Я спокойно могу говорить это, никого не оскорбляя. Я ничем не обязан правым партиям, так же как они мне. Правда, с 1908 по 1914 год я принадлежал к «Королевским молодчикам». В те далекие годы Моррас уже писал в свойственной ему манере то, что я только теперь, увы, пишу в своей. Положение Морраса относительно благонамеренных организаций того периода (тогда они еще не назывались национальными) было точно таким, в котором сегодня оказался полковник де ла Рок — нельзя вспомнить об этом без грусти. Мы не были правыми. Кружок обществоведения, который мы организовали, носил название «Кружок Прудона», афишируя тем самым скандальное покровительство. Мы составляли наказы для нарождавшегося синдикализма. Мы предпочли попытать счастья с революцией рабочих, чем компрометировать монархию связями с классом, остававшимся на протяжении века чуждым традициям предков, глубинному смыслу нашей истории, классом, эгоизм, глупость и алчность которого увенчалась введением разновидности рабства, более бесчеловечного, чем то, что некогда было отменено нашими королями. Когда обе палаты единодушно одобрили жестокое подавление забастовок г-ном Клемансо, нам уже не могла прийти в голову идея объединиться во имя порядка с этим старым радикал-реакционером против французских рабочих. Мы отлично понимали, что современный наследный принц легче договорится с вождями пролетариата, даже экстремистами, чем с акционерными обществами и банками. Вы мне возразите, что у пролетариата нет вождей, а лишь эксплуататоры и вожаки. Проблема как раз и заключалась в том, чтобы дать ему вождей, мы заранее знали, что он не пойдет смиренно просить их у Вальдека-Руссо или у Тардье, что он не изберет их среди ренегатов типа г-на Эрве или г-на Дорио. В Сантэ, где нам довелось побывать, мы по-братски делились передачами с землекопами, пели вместе с ними то «Да здравствует Генрих IV!», то Интернационал. […]

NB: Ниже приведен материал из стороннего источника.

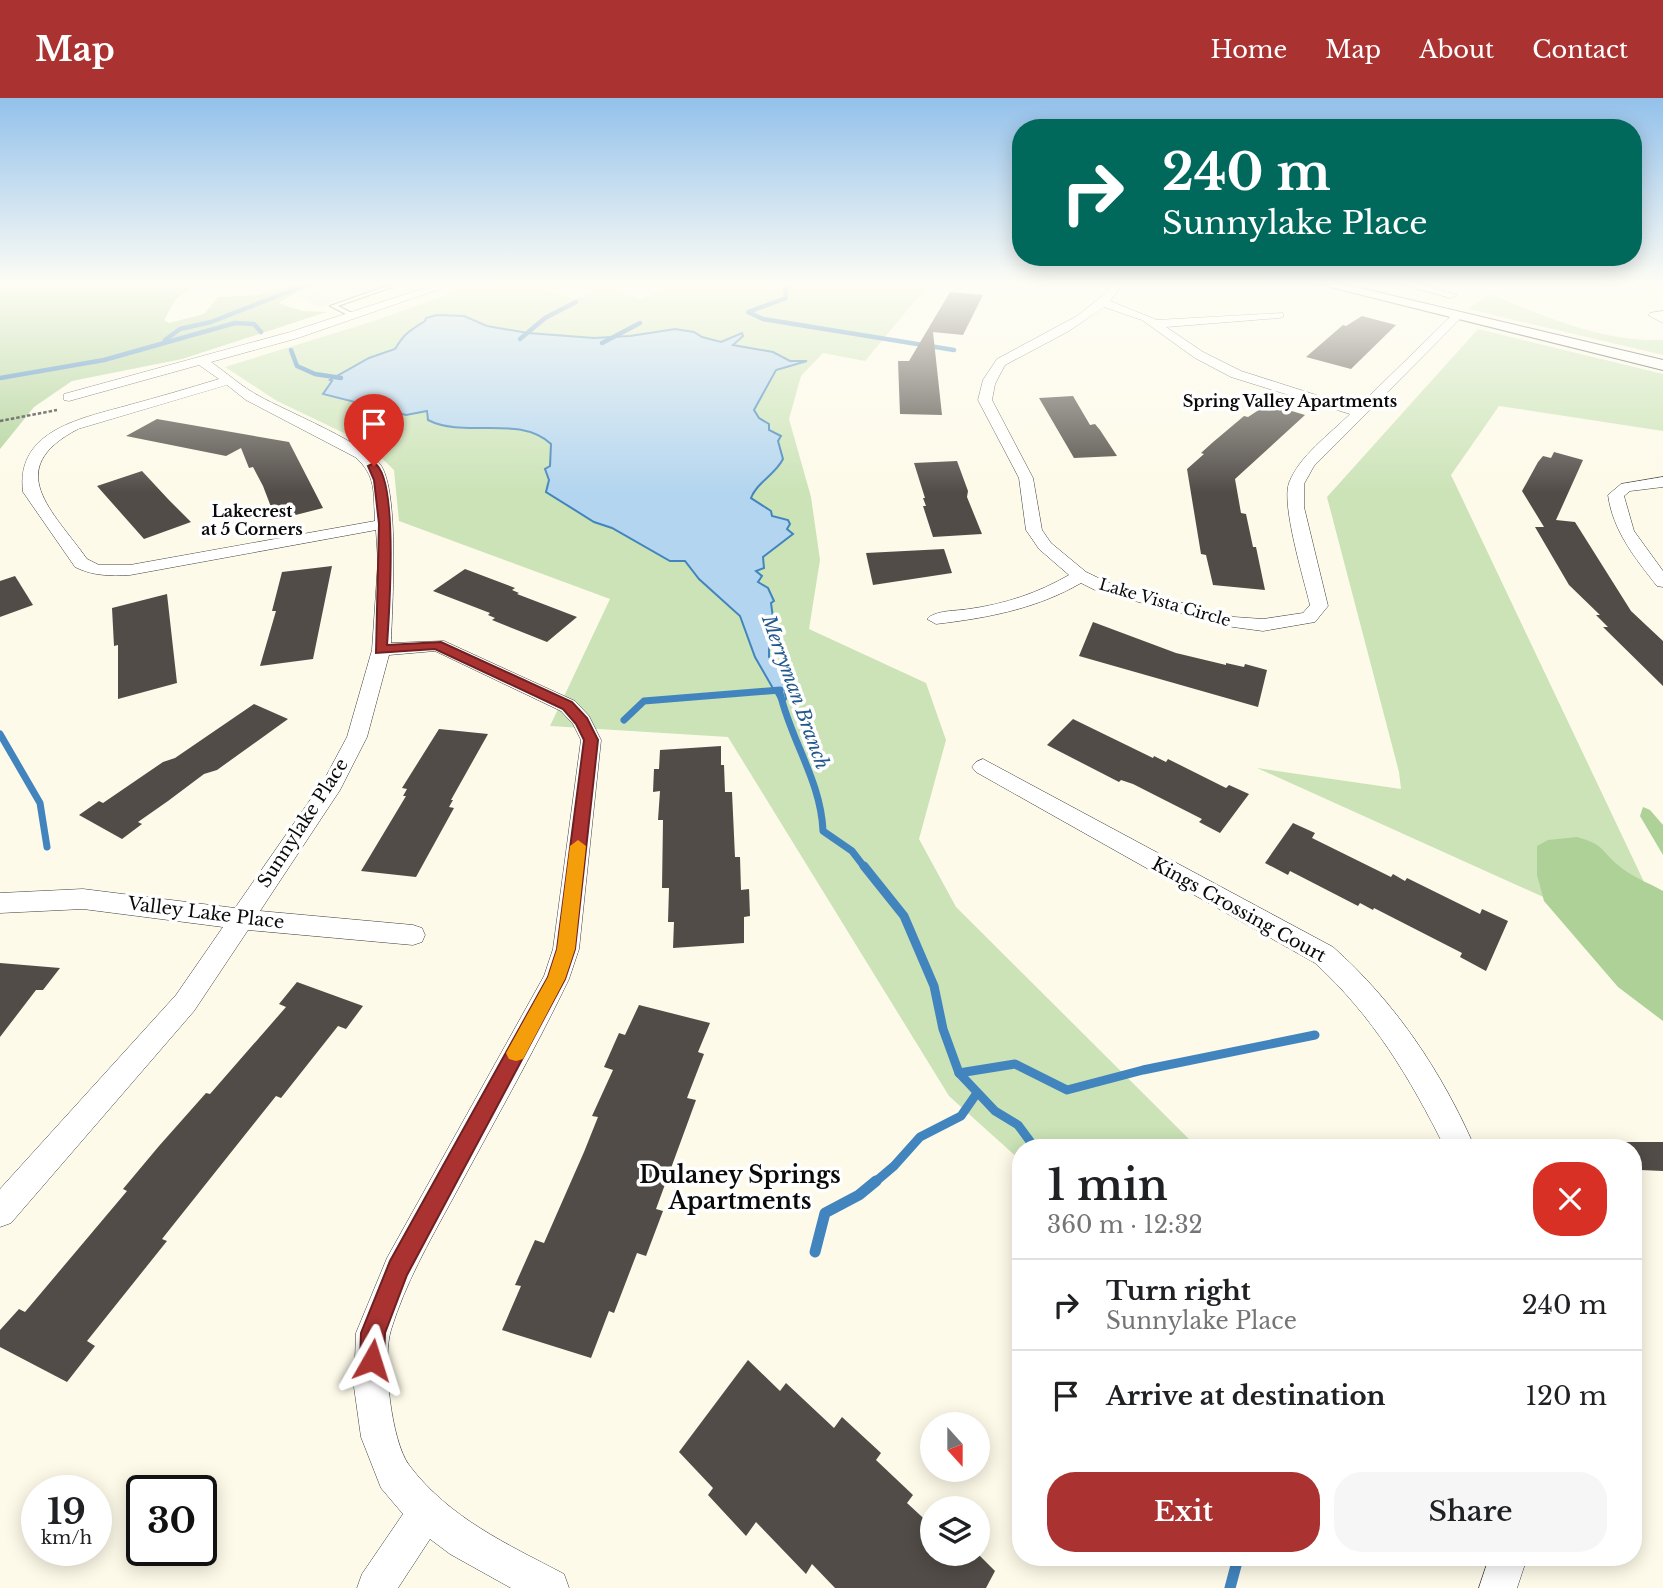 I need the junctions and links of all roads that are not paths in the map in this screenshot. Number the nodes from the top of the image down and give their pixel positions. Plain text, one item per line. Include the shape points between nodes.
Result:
1 (227, 354) edge
2 (1016, 354) edge
3 (1197, 354) edge
4 (1419, 354) edge
5 (1615, 354) edge
6 (202, 361) junction
7 (1663, 365) edge
8 (227, 381) junction
9 (69, 397) road end
10 (1360, 413) junction
11 (1663, 482) edge
12 (384, 524) junction
13 (1080, 576) junction
14 (1663, 582) edge
15 (936, 619) dead end
16 (381, 650) junction
17 (983, 767) dead end
18 (0, 904) edge
19 (241, 919) junction
20 (412, 935) dead end
21 (1456, 1139) edge
22 (0, 1212) edge
23 (426, 1512) junction
24 (1506, 1566) edge
25 (376, 1588) edge
26 (550, 1588) edge
27 (1499, 1588) edge

1 - 6 street
2 - 13 street, Lake Vista Circle via 991,374 985,400 1026,478 1034,530 1045,546
3 - 10 street via 1236,374
4 - 10 street, Lake Vista Circle
5 - 7 street
6 - 8 street, Sunnylake Place
6 - 9 street
8 - 12 street, Sunnylake Place via 374,466 380,480
8 - 12 street via 73,426 47,442 31,466 30,492 81,563 104,572 131,570
10 - 13 street, Lake Vista Circle via 1308,464 1296,484 1296,507 1319,606 1309,618 1263,625 1233,622 1103,587
11 - 14 street via 1626,487 1616,495 1625,526
12 - 16 street, Sunnylake Place
13 - 15 street via 1030,602
16 - 19 street, Sunnylake Place via 357,737 332,784
16 - 23 street via 437,645 568,706 591,740 566,949 556,979 398,1269 373,1333 371,1387 380,1437 394,1475
17 - 21 street, Kings Crossing Court via 1324,955 1356,982 1386,1017
18 - 19 street, Valley Lake Place via 83,899
19 - 20 street, Valley Lake Place
19 - 22 street, Sunnylake Place via 185,1003
23 - 25 street
23 - 26 street via 463,1541
24 - 27 street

Есть левая буржуазия и есть буржуазия правая. Но левого или правого народа не бывает, есть только один-единый народ. Все ваши усилия навязать ему извне какую-то классификацию, придуманную политическими доктринерами, приведут лишь к тому, что вы создадите в его массе течения и контртечения, чем не преминут воспользоваться авантюристы. Представление это, которое я составил о народе, внушено мне отнюдь не демократическими взглядами. Демократия — это изобретение интеллектуалов, того же порядка, между прочим, что и монархия г-на Жозефа де Местра. Монархия не могла бы существовать, питаясь тезами, антитезами и синтезом. Не по своей прихоти, не по собственному выбору, а по глубокому призванию или, если хотите, необходимости у нее никогда нет времени на попытки давать определение народу, она должна принимать его таким, каков он есть. Монархия ничего не может без народа. Я полагаю (я чуть было не написал — боюсь), что и он ничего не может без нее. Монархии приходится договариваться с другими классами, которые из-за многосложности защищаемых ими интересов, выходящих иногда за национальные рамки, всегда будут в какой-то степени государствами в государстве.